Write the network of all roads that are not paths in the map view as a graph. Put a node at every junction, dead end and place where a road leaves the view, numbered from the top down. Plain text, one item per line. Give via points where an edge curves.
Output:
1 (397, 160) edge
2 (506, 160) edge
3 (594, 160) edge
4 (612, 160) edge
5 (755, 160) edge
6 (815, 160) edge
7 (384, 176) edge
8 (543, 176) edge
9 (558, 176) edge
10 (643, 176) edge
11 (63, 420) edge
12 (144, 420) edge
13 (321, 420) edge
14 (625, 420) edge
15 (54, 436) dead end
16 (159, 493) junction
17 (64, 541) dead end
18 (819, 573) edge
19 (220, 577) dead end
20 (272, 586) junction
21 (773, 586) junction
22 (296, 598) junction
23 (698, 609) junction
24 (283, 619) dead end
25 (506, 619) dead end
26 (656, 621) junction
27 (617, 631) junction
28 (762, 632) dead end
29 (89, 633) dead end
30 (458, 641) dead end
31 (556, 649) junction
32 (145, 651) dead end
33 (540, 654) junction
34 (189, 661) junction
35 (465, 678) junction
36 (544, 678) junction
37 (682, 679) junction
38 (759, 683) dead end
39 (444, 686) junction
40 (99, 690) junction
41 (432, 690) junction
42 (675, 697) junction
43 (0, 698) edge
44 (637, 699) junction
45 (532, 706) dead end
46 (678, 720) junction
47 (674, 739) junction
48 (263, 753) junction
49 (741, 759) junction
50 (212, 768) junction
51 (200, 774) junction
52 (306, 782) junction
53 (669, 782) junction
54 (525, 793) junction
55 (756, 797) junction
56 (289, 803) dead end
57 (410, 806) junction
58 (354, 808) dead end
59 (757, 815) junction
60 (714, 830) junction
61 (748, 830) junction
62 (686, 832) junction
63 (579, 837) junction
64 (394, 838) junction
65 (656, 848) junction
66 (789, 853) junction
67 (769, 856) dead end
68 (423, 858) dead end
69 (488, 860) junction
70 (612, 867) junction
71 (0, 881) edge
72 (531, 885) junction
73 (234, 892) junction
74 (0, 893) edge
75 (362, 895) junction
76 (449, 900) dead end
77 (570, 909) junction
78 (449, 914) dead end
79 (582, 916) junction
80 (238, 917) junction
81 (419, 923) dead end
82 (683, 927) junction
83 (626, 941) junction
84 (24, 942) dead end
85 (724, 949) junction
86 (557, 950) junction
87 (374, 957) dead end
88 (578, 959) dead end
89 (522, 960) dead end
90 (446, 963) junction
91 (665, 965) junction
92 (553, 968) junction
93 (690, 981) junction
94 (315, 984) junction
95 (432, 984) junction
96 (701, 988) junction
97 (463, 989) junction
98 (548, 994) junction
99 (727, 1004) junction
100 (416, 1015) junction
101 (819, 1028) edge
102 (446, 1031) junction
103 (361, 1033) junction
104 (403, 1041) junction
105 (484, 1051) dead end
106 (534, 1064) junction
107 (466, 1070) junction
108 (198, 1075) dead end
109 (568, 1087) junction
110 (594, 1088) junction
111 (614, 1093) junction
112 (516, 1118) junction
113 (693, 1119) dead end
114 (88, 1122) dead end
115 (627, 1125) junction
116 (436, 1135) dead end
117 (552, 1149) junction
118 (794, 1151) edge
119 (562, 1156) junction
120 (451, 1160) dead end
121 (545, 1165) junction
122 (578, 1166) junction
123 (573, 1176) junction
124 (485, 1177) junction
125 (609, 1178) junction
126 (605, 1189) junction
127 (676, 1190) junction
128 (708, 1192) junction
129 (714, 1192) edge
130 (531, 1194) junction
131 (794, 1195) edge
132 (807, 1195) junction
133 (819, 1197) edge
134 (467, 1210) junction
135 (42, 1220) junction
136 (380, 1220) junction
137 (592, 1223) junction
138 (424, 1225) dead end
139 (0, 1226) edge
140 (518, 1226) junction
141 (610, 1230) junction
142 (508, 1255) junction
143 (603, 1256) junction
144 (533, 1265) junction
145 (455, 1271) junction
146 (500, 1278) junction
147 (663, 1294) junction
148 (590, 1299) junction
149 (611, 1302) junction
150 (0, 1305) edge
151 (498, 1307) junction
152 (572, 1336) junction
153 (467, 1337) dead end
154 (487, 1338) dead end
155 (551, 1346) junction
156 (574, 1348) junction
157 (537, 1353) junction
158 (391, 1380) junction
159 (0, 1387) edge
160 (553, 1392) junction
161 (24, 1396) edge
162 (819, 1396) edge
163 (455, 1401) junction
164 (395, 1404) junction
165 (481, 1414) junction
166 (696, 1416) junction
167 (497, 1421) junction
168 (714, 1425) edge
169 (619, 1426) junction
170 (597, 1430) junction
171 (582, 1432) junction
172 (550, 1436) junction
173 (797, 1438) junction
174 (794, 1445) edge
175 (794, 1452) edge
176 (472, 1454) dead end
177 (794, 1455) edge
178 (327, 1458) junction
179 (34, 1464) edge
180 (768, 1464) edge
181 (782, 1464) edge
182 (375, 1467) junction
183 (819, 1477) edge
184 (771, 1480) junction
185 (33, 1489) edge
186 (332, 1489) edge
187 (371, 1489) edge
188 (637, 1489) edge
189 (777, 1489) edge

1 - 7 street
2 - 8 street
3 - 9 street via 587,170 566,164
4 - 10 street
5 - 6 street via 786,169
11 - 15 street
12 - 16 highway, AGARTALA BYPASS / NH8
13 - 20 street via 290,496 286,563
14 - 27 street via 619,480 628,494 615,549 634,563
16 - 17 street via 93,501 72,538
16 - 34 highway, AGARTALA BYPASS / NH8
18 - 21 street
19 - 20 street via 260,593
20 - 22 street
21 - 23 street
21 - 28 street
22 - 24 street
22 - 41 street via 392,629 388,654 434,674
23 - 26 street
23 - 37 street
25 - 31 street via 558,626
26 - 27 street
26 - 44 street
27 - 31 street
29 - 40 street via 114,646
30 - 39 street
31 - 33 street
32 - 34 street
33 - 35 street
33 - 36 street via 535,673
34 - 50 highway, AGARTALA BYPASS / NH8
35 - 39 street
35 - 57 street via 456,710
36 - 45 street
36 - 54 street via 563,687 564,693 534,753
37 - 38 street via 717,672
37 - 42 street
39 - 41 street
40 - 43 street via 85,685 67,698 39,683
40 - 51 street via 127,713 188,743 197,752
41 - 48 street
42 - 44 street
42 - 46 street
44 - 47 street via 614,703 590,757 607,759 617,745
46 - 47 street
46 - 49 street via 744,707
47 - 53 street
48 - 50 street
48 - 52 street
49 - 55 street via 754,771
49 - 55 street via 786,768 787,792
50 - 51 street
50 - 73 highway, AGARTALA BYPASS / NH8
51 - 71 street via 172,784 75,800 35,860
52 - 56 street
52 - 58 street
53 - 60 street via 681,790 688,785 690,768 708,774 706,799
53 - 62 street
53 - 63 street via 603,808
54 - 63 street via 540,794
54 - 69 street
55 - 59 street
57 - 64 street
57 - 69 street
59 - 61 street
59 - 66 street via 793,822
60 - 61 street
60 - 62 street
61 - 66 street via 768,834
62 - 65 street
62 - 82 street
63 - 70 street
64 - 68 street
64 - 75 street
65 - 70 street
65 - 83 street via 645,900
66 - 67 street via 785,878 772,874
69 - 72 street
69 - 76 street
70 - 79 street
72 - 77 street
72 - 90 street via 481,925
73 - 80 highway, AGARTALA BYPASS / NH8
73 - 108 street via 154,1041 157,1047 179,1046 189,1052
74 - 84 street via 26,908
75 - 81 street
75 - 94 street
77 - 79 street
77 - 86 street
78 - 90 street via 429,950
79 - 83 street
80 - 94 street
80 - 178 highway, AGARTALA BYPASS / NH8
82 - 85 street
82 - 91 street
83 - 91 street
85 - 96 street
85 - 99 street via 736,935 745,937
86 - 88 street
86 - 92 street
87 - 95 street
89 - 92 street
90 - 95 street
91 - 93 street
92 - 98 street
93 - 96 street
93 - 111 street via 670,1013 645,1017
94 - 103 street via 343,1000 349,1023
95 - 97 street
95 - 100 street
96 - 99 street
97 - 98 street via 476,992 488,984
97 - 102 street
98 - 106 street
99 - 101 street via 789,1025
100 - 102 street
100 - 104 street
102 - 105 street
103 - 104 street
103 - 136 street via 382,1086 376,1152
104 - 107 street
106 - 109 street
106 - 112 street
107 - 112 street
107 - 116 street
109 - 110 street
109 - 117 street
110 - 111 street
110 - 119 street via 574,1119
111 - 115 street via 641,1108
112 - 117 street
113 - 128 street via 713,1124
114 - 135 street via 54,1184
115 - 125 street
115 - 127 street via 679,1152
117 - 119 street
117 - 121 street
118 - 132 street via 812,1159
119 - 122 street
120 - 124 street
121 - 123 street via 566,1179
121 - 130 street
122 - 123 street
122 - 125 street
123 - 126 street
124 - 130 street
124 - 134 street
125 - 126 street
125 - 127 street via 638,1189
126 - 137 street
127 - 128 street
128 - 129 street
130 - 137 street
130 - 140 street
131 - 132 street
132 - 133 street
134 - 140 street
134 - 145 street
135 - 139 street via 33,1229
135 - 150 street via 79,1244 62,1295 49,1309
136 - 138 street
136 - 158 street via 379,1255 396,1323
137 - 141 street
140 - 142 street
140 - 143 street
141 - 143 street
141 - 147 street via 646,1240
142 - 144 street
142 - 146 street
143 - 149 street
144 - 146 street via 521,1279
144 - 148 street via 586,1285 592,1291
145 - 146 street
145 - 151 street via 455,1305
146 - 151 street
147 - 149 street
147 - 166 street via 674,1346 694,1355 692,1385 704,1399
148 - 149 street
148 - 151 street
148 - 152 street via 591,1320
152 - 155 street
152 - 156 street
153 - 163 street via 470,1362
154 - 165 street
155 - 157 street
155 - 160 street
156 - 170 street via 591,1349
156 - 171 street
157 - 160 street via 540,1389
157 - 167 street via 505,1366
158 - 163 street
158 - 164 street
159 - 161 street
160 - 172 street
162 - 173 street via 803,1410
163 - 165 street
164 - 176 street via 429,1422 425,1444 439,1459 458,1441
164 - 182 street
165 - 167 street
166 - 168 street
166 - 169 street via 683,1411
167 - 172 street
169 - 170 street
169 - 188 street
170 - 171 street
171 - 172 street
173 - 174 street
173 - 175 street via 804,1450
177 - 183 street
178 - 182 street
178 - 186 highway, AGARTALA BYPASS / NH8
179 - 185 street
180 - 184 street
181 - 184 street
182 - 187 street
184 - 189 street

=======

[Exercise description]
Search the entries for "AGARTALA" and copy each matching line.

[Solution]
12 - 16 highway, AGARTALA BYPASS / NH8
16 - 34 highway, AGARTALA BYPASS / NH8
34 - 50 highway, AGARTALA BYPASS / NH8
50 - 73 highway, AGARTALA BYPASS / NH8
73 - 80 highway, AGARTALA BYPASS / NH8
80 - 178 highway, AGARTALA BYPASS / NH8
178 - 186 highway, AGARTALA BYPASS / NH8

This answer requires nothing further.